━━ RECORDS FOR PROCESSING ━━
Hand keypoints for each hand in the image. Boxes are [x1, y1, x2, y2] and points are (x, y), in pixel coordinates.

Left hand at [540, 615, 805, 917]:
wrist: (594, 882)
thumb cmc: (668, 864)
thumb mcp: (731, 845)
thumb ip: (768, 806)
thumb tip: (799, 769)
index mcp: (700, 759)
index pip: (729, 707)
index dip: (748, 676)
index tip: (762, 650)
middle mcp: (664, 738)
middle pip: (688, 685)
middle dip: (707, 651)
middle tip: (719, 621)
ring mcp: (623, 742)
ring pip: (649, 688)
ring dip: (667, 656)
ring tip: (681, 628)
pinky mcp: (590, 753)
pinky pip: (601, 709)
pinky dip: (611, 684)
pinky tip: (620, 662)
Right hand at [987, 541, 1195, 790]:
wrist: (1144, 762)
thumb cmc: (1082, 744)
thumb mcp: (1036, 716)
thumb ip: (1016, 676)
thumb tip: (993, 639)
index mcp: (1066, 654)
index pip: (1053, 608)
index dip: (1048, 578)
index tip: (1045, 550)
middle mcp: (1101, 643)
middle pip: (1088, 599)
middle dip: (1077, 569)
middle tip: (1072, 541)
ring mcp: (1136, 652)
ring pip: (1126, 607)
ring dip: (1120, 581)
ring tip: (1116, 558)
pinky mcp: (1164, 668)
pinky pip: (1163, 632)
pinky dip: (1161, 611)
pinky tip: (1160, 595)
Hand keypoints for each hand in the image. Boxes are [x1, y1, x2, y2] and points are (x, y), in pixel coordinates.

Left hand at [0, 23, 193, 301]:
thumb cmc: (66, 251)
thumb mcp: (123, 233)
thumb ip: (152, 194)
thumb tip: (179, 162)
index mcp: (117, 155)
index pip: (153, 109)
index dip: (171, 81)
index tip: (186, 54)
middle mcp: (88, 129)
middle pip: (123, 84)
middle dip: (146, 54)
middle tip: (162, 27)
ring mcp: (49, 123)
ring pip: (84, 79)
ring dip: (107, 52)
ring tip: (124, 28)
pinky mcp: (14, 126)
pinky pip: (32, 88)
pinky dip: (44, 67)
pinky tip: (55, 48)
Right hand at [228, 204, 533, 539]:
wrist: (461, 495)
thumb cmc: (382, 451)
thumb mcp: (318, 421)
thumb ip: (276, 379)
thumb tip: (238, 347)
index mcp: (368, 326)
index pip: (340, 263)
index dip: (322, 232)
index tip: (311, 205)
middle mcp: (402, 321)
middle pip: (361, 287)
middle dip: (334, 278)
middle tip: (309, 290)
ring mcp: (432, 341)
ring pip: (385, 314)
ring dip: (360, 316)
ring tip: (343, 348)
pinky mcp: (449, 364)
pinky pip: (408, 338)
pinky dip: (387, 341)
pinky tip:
━━━
▶ [WHAT IS BEING ASKED]: Nothing should be left out or altered, so reproduce the whole listing.

▶ [ANSWER AREA]:
Hand keypoints for each hand in the image. Boxes are [x1, y1, x2, y2] and points are (x, y), in pixel coordinates.

Left hand at [540, 615, 805, 917]:
wrist: (594, 882)
thumb cmc: (668, 864)
thumb mcp: (731, 845)
thumb ip: (768, 806)
thumb tip: (799, 769)
index mcp: (700, 759)
index pip: (729, 707)
index dip: (748, 676)
index tip: (762, 650)
middle mcp: (664, 738)
middle pip: (688, 685)
middle dip: (707, 651)
middle tip: (719, 621)
ring mcp: (623, 742)
ring pip: (649, 688)
ring dip: (667, 656)
ring tip: (681, 628)
pinky mcp: (590, 753)
pinky pip: (601, 709)
pinky dip: (611, 684)
pinky tip: (620, 662)
Right hand at [987, 541, 1195, 790]:
wrist: (1144, 762)
thumb cmc: (1082, 744)
thumb mcp: (1036, 716)
thumb ip: (1016, 676)
thumb tip: (993, 639)
index mcp: (1066, 654)
index pip: (1053, 608)
index dip: (1048, 578)
index tip: (1045, 550)
middle mcp: (1101, 643)
middle pip: (1088, 599)
middle dip: (1077, 569)
middle tip: (1072, 541)
ring mcp: (1136, 652)
ring pip: (1126, 607)
ring dip: (1120, 581)
ring tip: (1116, 558)
pinky mcp: (1164, 668)
pinky pip: (1163, 632)
pinky dip: (1161, 611)
pinky tip: (1160, 595)
Hand keypoints for each hand in the image. Boxes are [x1, y1, x2, y2] and points are (x, y), in pixel coordinates.

Left hand at [0, 23, 193, 301]:
thumb cmc: (66, 251)
thumb mcp: (123, 233)
thumb ip: (152, 194)
thumb tip: (179, 162)
index mcp: (117, 155)
index pip: (153, 109)
index dip: (171, 81)
index tip: (186, 54)
middle mcp: (88, 129)
middle pip: (123, 84)
middle dip: (146, 54)
middle tip: (162, 27)
ring mcp: (49, 123)
ring pip: (84, 79)
ring dip: (107, 52)
ring tip: (124, 28)
pinky mcp: (14, 126)
pinky pip: (32, 88)
pinky dip: (44, 67)
pinky tip: (55, 48)
Right hand at [228, 204, 533, 539]:
wrist: (461, 495)
thumb cmc: (382, 451)
thumb mcp: (318, 421)
thumb ip: (276, 379)
thumb tip: (238, 347)
index mcp: (368, 326)
index pip: (340, 263)
index dip: (322, 232)
index tip: (311, 205)
middle mcp: (402, 321)
middle pip: (361, 287)
middle dip: (334, 278)
middle tip: (309, 290)
ring mcp: (432, 341)
ring pip: (385, 314)
ring dip: (360, 316)
ring tip: (343, 348)
pinky mcp: (449, 364)
pinky pip: (408, 338)
pinky dip: (387, 341)
pinky tip:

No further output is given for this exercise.